How is your credit information used to evaluate your credibility? How can you make sure the information is accurate? This article explains the ins and outs of your credit profile.
Where Does Credit Information Come From?
Your credit report contains information about where you work and live and how you pay your bills. It also may show whether you’ve been sued or have filed for bankruptcy. Companies called Consumer Reporting Agencies (CRAs) or credit bureaus compile and sell your credit report to businesses. Because businesses use this information to evaluate your applications for credit, insurance, employment, and other purposes allowed by the Fair Credit Reporting Act (FCRA), it's important that the information in your report be complete and accurate.
Credit Risk Scores
A credit score helps a lender determine how likely an individual is to repay a loan, or make credit payments on time. When a lender requests a credit report, a score is calculated from a scoring model—a mathematical equation that evaluates many types of information from the applicant's credit report at that agency. By comparing this information to the patterns in thousands of past credit reports, scoring identifies one’s level of credit risk. Federal law prohibits the use of a person’s ethnic group, religion, gender, marital status and nationality when developing a credit risk score.
Credit Information Characteristics
Listed below are the five main categories of credit information that are used to create a credit score.
Payment History. The first thing any lender would want to know is whether you have paid past credit accounts on time. This is also one of the most important factors in a credit score. An overall good credit picture can outweigh one or two instances of, say, late credit card payments. By the same token, having no late payments in your credit report doesn’t mean you will get a “perfect score.” Approximately 35% of the credit score is based on this category.
Amounts Owed. Having credit accounts and owing money on them does not mean you are a high-risk borrower with a low score. However, owing a great deal of money on many accounts can indicate that a person is overextended, and is more likely to make some payments late or not at all. Approximately 30% of your score is based on this category.
Length of Credit History. In general, a longer credit history will increase your score. However, even people with short credit histories may get high scores, depending on how the rest of the credit report looks. Approximately 15% of the score is based on this category.
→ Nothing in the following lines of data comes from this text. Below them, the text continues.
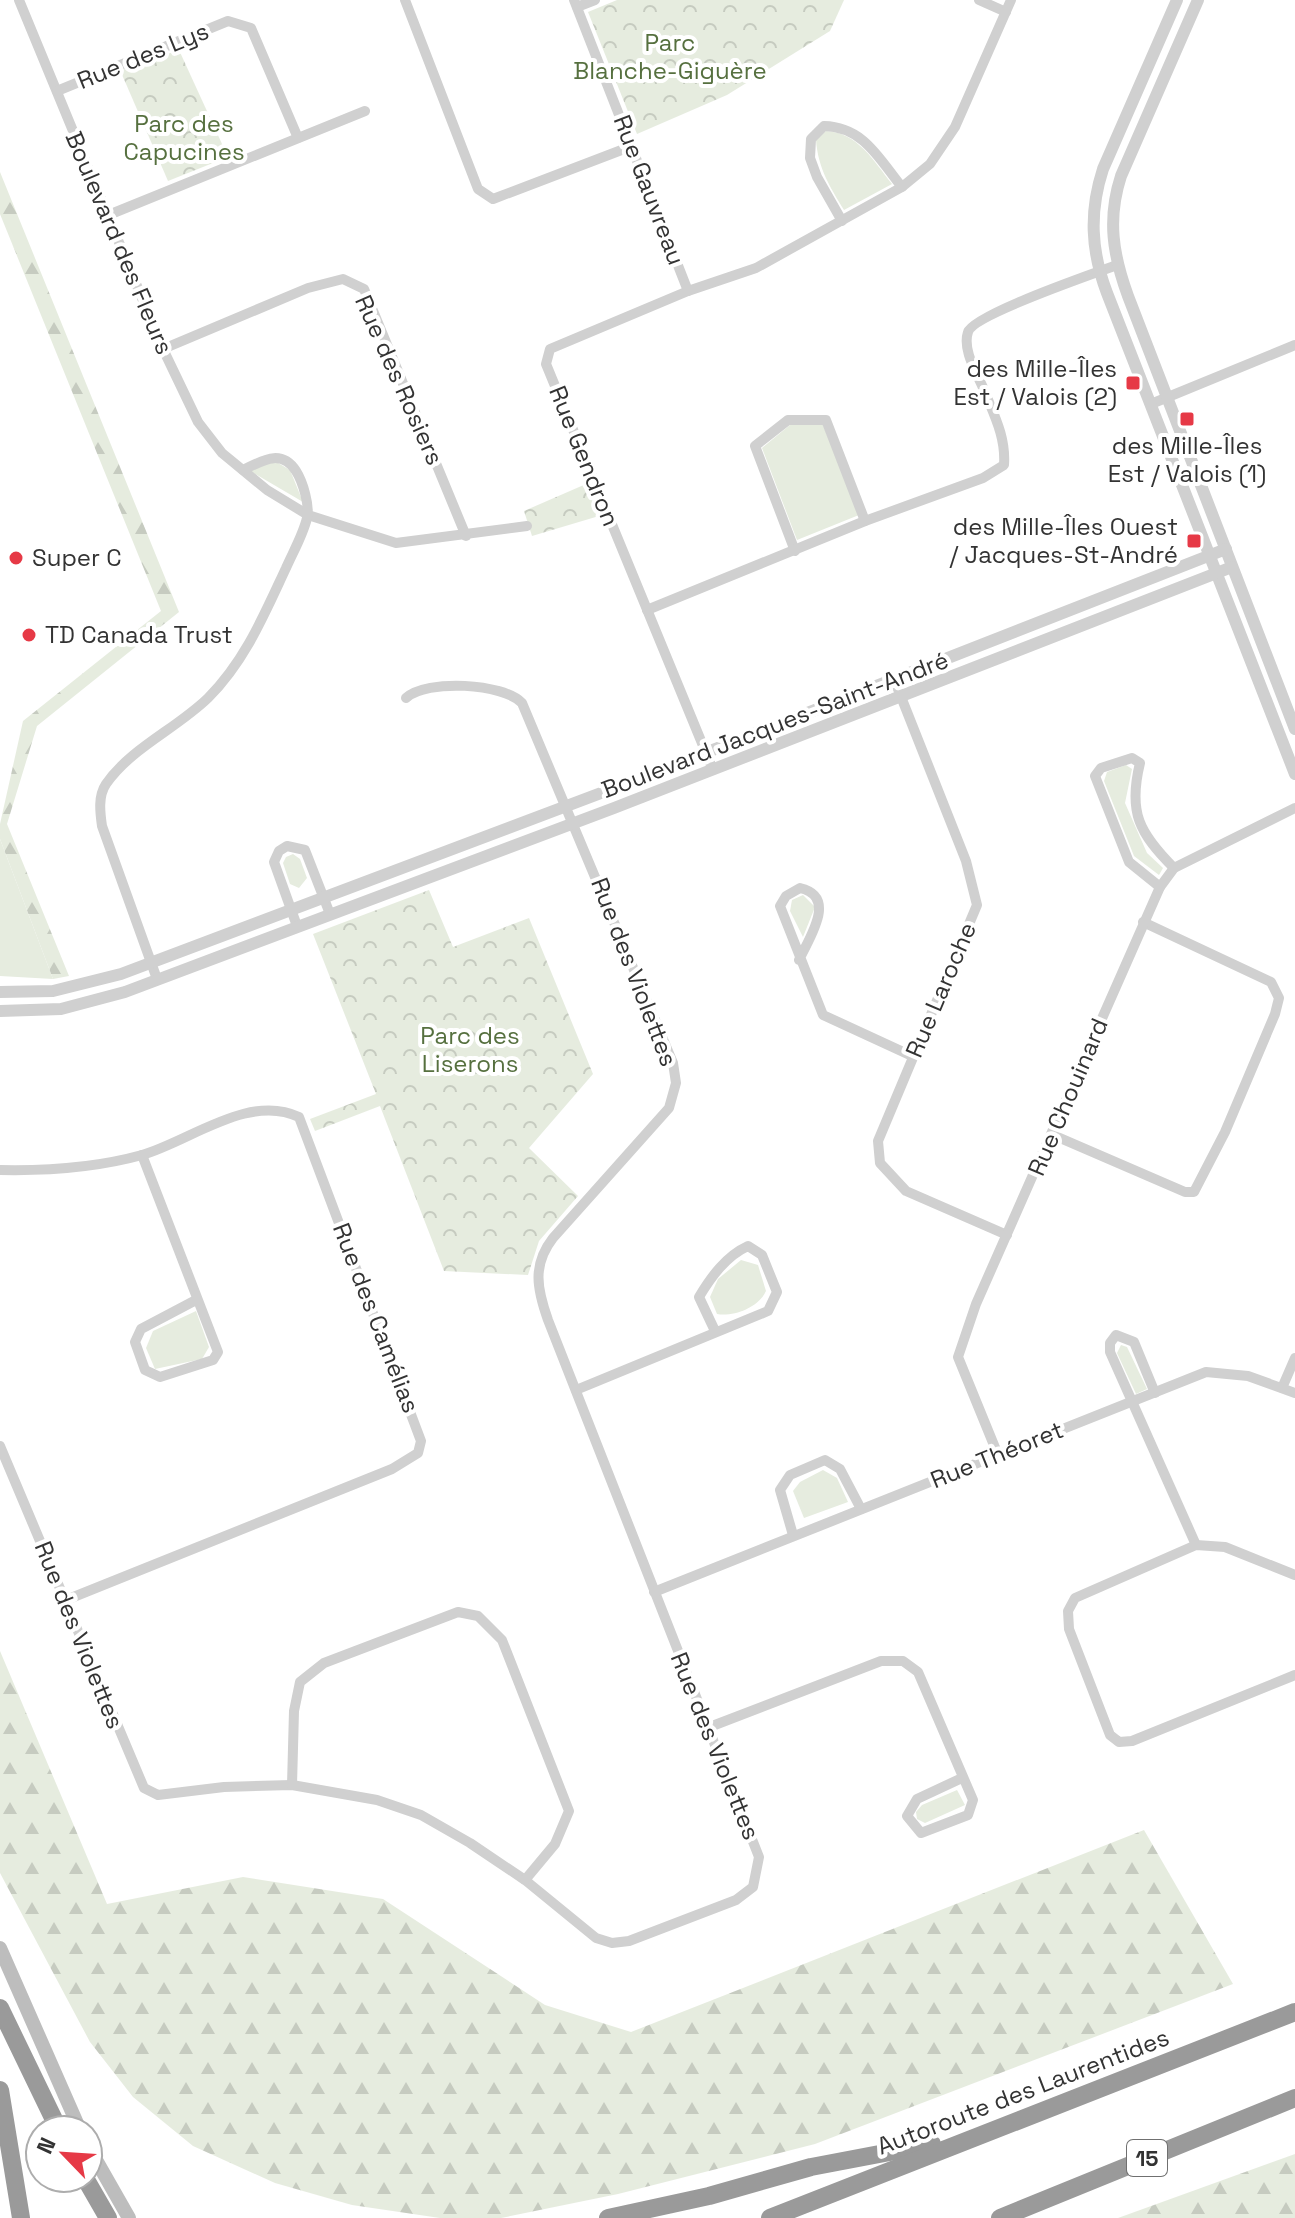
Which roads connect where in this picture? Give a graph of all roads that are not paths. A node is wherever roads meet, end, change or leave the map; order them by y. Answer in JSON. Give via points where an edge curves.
{"nodes":[{"id":1,"x":19,"y":0,"type":"edge"},
{"id":2,"x":405,"y":0,"type":"edge"},
{"id":3,"x":595,"y":0,"type":"edge"},
{"id":4,"x":979,"y":0,"type":"edge"},
{"id":5,"x":1011,"y":0,"type":"edge"},
{"id":6,"x":1177,"y":0,"type":"edge"},
{"id":7,"x":1198,"y":0,"type":"edge"},
{"id":8,"x":576,"y":4,"type":"edge"},
{"id":9,"x":1006,"y":12,"type":"junction"},
{"id":10,"x":57,"y":91,"type":"junction"},
{"id":11,"x":365,"y":111,"type":"dead end"},
{"id":12,"x":298,"y":138,"type":"junction"},
{"id":13,"x":632,"y":146,"type":"junction"},
{"id":14,"x":902,"y":187,"type":"junction"},
{"id":15,"x":106,"y":216,"type":"junction"},
{"id":16,"x":842,"y":221,"type":"junction"},
{"id":17,"x":1117,"y":265,"type":"junction"},
{"id":18,"x":1099,"y":271,"type":"junction"},
{"id":19,"x":688,"y":291,"type":"junction"},
{"id":20,"x":1295,"y":345,"type":"edge"},
{"id":21,"x":163,"y":349,"type":"junction"},
{"id":22,"x":1168,"y":398,"type":"junction"},
{"id":23,"x":1151,"y":404,"type":"junction"},
{"id":24,"x":243,"y":470,"type":"junction"},
{"id":25,"x":308,"y":515,"type":"junction"},
{"id":26,"x":865,"y":521,"type":"junction"},
{"id":27,"x":527,"y":526,"type":"dead end"},
{"id":28,"x":466,"y":536,"type":"junction"},
{"id":29,"x":1226,"y":549,"type":"junction"},
{"id":30,"x":795,"y":551,"type":"junction"},
{"id":31,"x":1210,"y":555,"type":"junction"},
{"id":32,"x":1232,"y":567,"type":"junction"},
{"id":33,"x":1217,"y":573,"type":"junction"},
{"id":34,"x":647,"y":610,"type":"junction"},
{"id":35,"x":894,"y":679,"type":"junction"},
{"id":36,"x":901,"y":696,"type":"junction"},
{"id":37,"x":406,"y":698,"type":"dead end"},
{"id":38,"x":1295,"y":729,"type":"edge"},
{"id":39,"x":707,"y":753,"type":"junction"},
{"id":40,"x":713,"y":770,"type":"junction"},
{"id":41,"x":1295,"y":774,"type":"edge"},
{"id":42,"x":567,"y":805,"type":"junction"},
{"id":43,"x":1295,"y":808,"type":"edge"},
{"id":44,"x":575,"y":822,"type":"junction"},
{"id":45,"x":1174,"y":868,"type":"junction"},
{"id":46,"x":1160,"y":887,"type":"junction"},
{"id":47,"x":323,"y":896,"type":"junction"},
{"id":48,"x":291,"y":909,"type":"junction"},
{"id":49,"x":330,"y":914,"type":"junction"},
{"id":50,"x":1143,"y":922,"type":"junction"},
{"id":51,"x":297,"y":926,"type":"junction"},
{"id":52,"x":799,"y":960,"type":"junction"},
{"id":53,"x":151,"y":962,"type":"junction"},
{"id":54,"x":157,"y":979,"type":"junction"},
{"id":55,"x":0,"y":992,"type":"edge"},
{"id":56,"x":0,"y":1011,"type":"edge"},
{"id":57,"x":912,"y":1056,"type":"junction"},
{"id":58,"x":1053,"y":1135,"type":"junction"},
{"id":59,"x":142,"y":1155,"type":"junction"},
{"id":60,"x":0,"y":1170,"type":"edge"},
{"id":61,"x":1007,"y":1235,"type":"junction"},
{"id":62,"x":196,"y":1300,"type":"junction"},
{"id":63,"x":715,"y":1331,"type":"junction"},
{"id":64,"x":1295,"y":1358,"type":"edge"},
{"id":65,"x":1282,"y":1388,"type":"junction"},
{"id":66,"x":576,"y":1390,"type":"junction"},
{"id":67,"x":1155,"y":1393,"type":"junction"},
{"id":68,"x":1295,"y":1393,"type":"edge"},
{"id":69,"x":1133,"y":1401,"type":"junction"},
{"id":70,"x":0,"y":1446,"type":"edge"},
{"id":71,"x":998,"y":1455,"type":"junction"},
{"id":72,"x":861,"y":1509,"type":"junction"},
{"id":73,"x":793,"y":1535,"type":"junction"},
{"id":74,"x":1196,"y":1545,"type":"junction"},
{"id":75,"x":1295,"y":1575,"type":"edge"},
{"id":76,"x":654,"y":1592,"type":"junction"},
{"id":77,"x":66,"y":1600,"type":"junction"},
{"id":78,"x":1295,"y":1675,"type":"edge"},
{"id":79,"x":707,"y":1728,"type":"junction"},
{"id":80,"x":962,"y":1778,"type":"junction"},
{"id":81,"x":292,"y":1785,"type":"junction"},
{"id":82,"x":525,"y":1880,"type":"junction"},
{"id":83,"x":0,"y":1948,"type":"edge"},
{"id":84,"x":0,"y":2008,"type":"edge"},
{"id":85,"x":1295,"y":2012,"type":"edge"},
{"id":86,"x":0,"y":2090,"type":"edge"},
{"id":87,"x":1295,"y":2098,"type":"edge"},
{"id":88,"x":51,"y":2114,"type":"edge"},
{"id":89,"x":73,"y":2114,"type":"edge"},
{"id":90,"x":977,"y":2135,"type":"junction"},
{"id":91,"x":104,"y":2174,"type":"edge"},
{"id":92,"x":94,"y":2194,"type":"edge"},
{"id":93,"x":21,"y":2218,"type":"edge"},
{"id":94,"x":108,"y":2218,"type":"edge"},
{"id":95,"x":129,"y":2218,"type":"edge"},
{"id":96,"x":608,"y":2218,"type":"edge"},
{"id":97,"x":770,"y":2218,"type":"edge"},
{"id":98,"x":1000,"y":2218,"type":"edge"}],
"edges":[{"from":1,"to":10,"type":"street","name":"Boulevard des Fleurs"},
{"from":2,"to":13,"type":"street","via":[[478,189],[493,199]]},
{"from":3,"to":8,"type":"street"},
{"from":4,"to":9,"type":"street"},
{"from":5,"to":9,"type":"street","name":"Rue Gendron"},
{"from":6,"to":18,"type":"street","via":[[1097,189],[1092,229]]},
{"from":7,"to":17,"type":"street","via":[[1117,187],[1112,229]]},
{"from":8,"to":13,"type":"street","name":"Rue Gauvreau"},
{"from":9,"to":14,"type":"street","name":"Rue Gendron","via":[[955,127],[930,164]]},
{"from":10,"to":12,"type":"street","name":"Rue des Lys","via":[[228,21],[241,23],[251,28]]},
{"from":10,"to":15,"type":"street","name":"Boulevard des Fleurs"},
{"from":11,"to":12,"type":"street"},
{"from":12,"to":15,"type":"street"},
{"from":13,"to":19,"type":"street","name":"Rue Gauvreau"},
{"from":14,"to":16,"type":"street","name":"Rue Gendron"},
{"from":14,"to":16,"type":"street","via":[[862,138],[843,127],[824,126],[811,139],[810,158]]},
{"from":15,"to":21,"type":"street","name":"Boulevard des Fleurs"},
{"from":16,"to":19,"type":"street","name":"Rue Gendron","via":[[756,268]]},
{"from":17,"to":18,"type":"street"},
{"from":17,"to":22,"type":"street"},
{"from":18,"to":23,"type":"street"},
{"from":18,"to":26,"type":"street","via":[[1026,299],[974,323],[968,331],[967,350],[1006,444],[1004,465],[983,478]]},
{"from":19,"to":34,"type":"street","name":"Rue Gendron","via":[[560,342],[550,349],[546,364]]},
{"from":20,"to":22,"type":"street"},
{"from":21,"to":24,"type":"street","name":"Boulevard des Fleurs","via":[[198,422]]},
{"from":21,"to":28,"type":"street","name":"Rue des Rosiers","via":[[308,288],[343,279],[364,289]]},
{"from":22,"to":23,"type":"street"},
{"from":22,"to":29,"type":"street"},
{"from":23,"to":31,"type":"street"},
{"from":24,"to":25,"type":"street","name":"Boulevard des Fleurs"},
{"from":24,"to":25,"type":"street","via":[[271,457],[283,459],[301,482]]},
{"from":25,"to":28,"type":"street","name":"Boulevard des Fleurs","via":[[396,543]]},
{"from":25,"to":53,"type":"street","via":[[250,643],[229,674],[206,699],[119,768],[103,788],[102,826]]},
{"from":26,"to":30,"type":"street"},
{"from":26,"to":30,"type":"street","via":[[826,420],[788,420],[755,446]]},
{"from":27,"to":28,"type":"street","name":"Boulevard des Fleurs"},
{"from":29,"to":31,"type":"street","name":"Boulevard Jacques-Saint-André"},
{"from":29,"to":32,"type":"street"},
{"from":30,"to":34,"type":"street"},
{"from":31,"to":33,"type":"street"},
{"from":31,"to":35,"type":"street","name":"Boulevard Jacques-Saint-André"},
{"from":32,"to":33,"type":"street","name":"Boulevard Jacques-Saint-André"},
{"from":32,"to":38,"type":"street"},
{"from":33,"to":36,"type":"street","name":"Boulevard Jacques-Saint-André"},
{"from":33,"to":41,"type":"street"},
{"from":34,"to":39,"type":"street","name":"Rue Gendron"},
{"from":35,"to":36,"type":"street","name":"Rue Laroche"},
{"from":35,"to":39,"type":"street","name":"Boulevard Jacques-Saint-André"},
{"from":36,"to":40,"type":"street","name":"Boulevard Jacques-Saint-André"},
{"from":36,"to":57,"type":"street","name":"Rue Laroche","via":[[966,861],[977,905]]},
{"from":37,"to":42,"type":"street","name":"Rue des Violettes","via":[[424,689],[488,687],[516,697],[530,717]]},
{"from":39,"to":40,"type":"street","name":"Rue Gendron"},
{"from":39,"to":42,"type":"street","name":"Boulevard Jacques-Saint-André"},
{"from":40,"to":44,"type":"street","name":"Boulevard Jacques-Saint-André"},
{"from":42,"to":44,"type":"street","name":"Rue des Violettes"},
{"from":42,"to":47,"type":"street","name":"Boulevard Jacques-Saint-André"},
{"from":43,"to":45,"type":"street","name":"Rue Chouinard"},
{"from":44,"to":49,"type":"street","name":"Boulevard Jacques-Saint-André"},
{"from":44,"to":66,"type":"street","name":"Rue des Violettes","via":[[670,1056],[676,1083],[664,1114],[553,1238],[539,1262],[539,1294]]},
{"from":45,"to":46,"type":"street","name":"Rue Chouinard"},
{"from":45,"to":46,"type":"street","via":[[1149,843],[1135,810],[1140,763],[1132,758],[1101,768],[1095,776],[1129,862]]},
{"from":46,"to":50,"type":"street","name":"Rue Chouinard"},
{"from":47,"to":48,"type":"street","name":"Boulevard Jacques-Saint-André"},
{"from":47,"to":48,"type":"street","via":[[305,850],[287,846],[274,862]]},
{"from":47,"to":49,"type":"street"},
{"from":48,"to":51,"type":"street"},
{"from":48,"to":53,"type":"street","name":"Boulevard Jacques-Saint-André"},
{"from":49,"to":51,"type":"street","name":"Boulevard Jacques-Saint-André"},
{"from":50,"to":58,"type":"street","name":"Rue Chouinard"},
{"from":50,"to":58,"type":"street","via":[[1271,982],[1279,998],[1275,1014],[1194,1192]]},
{"from":51,"to":54,"type":"street","name":"Boulevard Jacques-Saint-André"},
{"from":52,"to":52,"type":"street","via":[[820,912],[810,890],[800,888],[780,906]]},
{"from":52,"to":57,"type":"street","via":[[823,1015]]},
{"from":53,"to":54,"type":"street"},
{"from":53,"to":55,"type":"street","name":"Boulevard Jacques-Saint-André","via":[[81,986]]},
{"from":54,"to":56,"type":"street","name":"Boulevard Jacques-Saint-André","via":[[73,1007]]},
{"from":57,"to":61,"type":"street","name":"Rue Laroche","via":[[878,1141],[880,1163],[906,1191]]},
{"from":58,"to":61,"type":"street","name":"Rue Chouinard"},
{"from":59,"to":60,"type":"street","name":"Rue des Camélias","via":[[70,1170]]},
{"from":59,"to":62,"type":"street"},
{"from":59,"to":77,"type":"street","name":"Rue des Camélias","via":[[255,1111],[282,1109],[299,1117],[421,1441],[418,1453],[392,1469]]},
{"from":61,"to":71,"type":"street","name":"Rue Chouinard","via":[[958,1357]]},
{"from":62,"to":62,"type":"street","via":[[141,1329],[135,1342],[145,1370],[160,1377],[213,1360],[218,1352],[211,1327]]},
{"from":63,"to":63,"type":"street","via":[[768,1311],[777,1292],[762,1255],[748,1246],[711,1277],[699,1297]]},
{"from":63,"to":66,"type":"street"},
{"from":64,"to":65,"type":"street"},
{"from":65,"to":67,"type":"street","name":"Rue Théoret","via":[[1248,1376],[1206,1372]]},
{"from":65,"to":68,"type":"street","name":"Rue Théoret"},
{"from":66,"to":76,"type":"street","name":"Rue des Violettes"},
{"from":67,"to":69,"type":"street","name":"Rue Théoret"},
{"from":67,"to":69,"type":"street","via":[[1134,1342],[1116,1335],[1110,1352]]},
{"from":69,"to":71,"type":"street","name":"Rue Théoret"},
{"from":69,"to":74,"type":"street"},
{"from":70,"to":77,"type":"street","name":"Rue des Violettes"},
{"from":71,"to":72,"type":"street","name":"Rue Théoret"},
{"from":72,"to":73,"type":"street","name":"Rue Théoret"},
{"from":72,"to":73,"type":"street","via":[[840,1469],[825,1460],[790,1475],[780,1490]]},
{"from":73,"to":76,"type":"street","name":"Rue Théoret"},
{"from":74,"to":75,"type":"street","via":[[1225,1547]]},
{"from":74,"to":78,"type":"street","via":[[1075,1598],[1068,1611],[1069,1629],[1110,1735],[1119,1742],[1132,1741]]},
{"from":76,"to":79,"type":"street","name":"Rue des Violettes"},
{"from":77,"to":81,"type":"street","name":"Rue des Violettes","via":[[144,1788],[158,1795]]},
{"from":79,"to":80,"type":"street","via":[[881,1661],[903,1661],[918,1672]]},
{"from":79,"to":82,"type":"street","name":"Rue des Violettes","via":[[759,1857],[753,1887],[736,1900],[612,1943],[571,1920]]},
{"from":80,"to":80,"type":"street","via":[[917,1799],[907,1816],[921,1833],[968,1815],[973,1800]]},
{"from":81,"to":82,"type":"street","name":"Rue des Violettes","via":[[377,1800],[421,1815]]},
{"from":81,"to":82,"type":"street","via":[[300,1682],[324,1663],[458,1612],[478,1616],[502,1640],[569,1811],[555,1844]]},
{"from":83,"to":89,"type":"main road"},
{"from":84,"to":88,"type":"highway"},
{"from":85,"to":90,"type":"highway","name":"Autoroute des Laurentides"},
{"from":86,"to":93,"type":"highway"},
{"from":87,"to":98,"type":"highway","number":"15"},
{"from":90,"to":96,"type":"highway","via":[[811,2167]]},
{"from":90,"to":97,"type":"highway","name":"Autoroute des Laurentides"},
{"from":91,"to":95,"type":"main road"},
{"from":92,"to":94,"type":"highway"}]}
New Credit. People tend to have more credit today and to shop for credit—via the Internet and other channels—more frequently than ever. Research shows that opening several credit accounts in a short period of time do represent greater risk—especially for people who do not have a long-established credit history. Approximately 10% of the score is based on this category.
Types of Credit in Use. The score will consider your mix of credit cards, retail accounts, installment loans, finance company accounts and mortgage loans. The credit mix usually won't be a key factor in determining your score—but it will be more important if your credit report does not have a lot of other information on which to base a score. Approximately 10% of the score is based on this category.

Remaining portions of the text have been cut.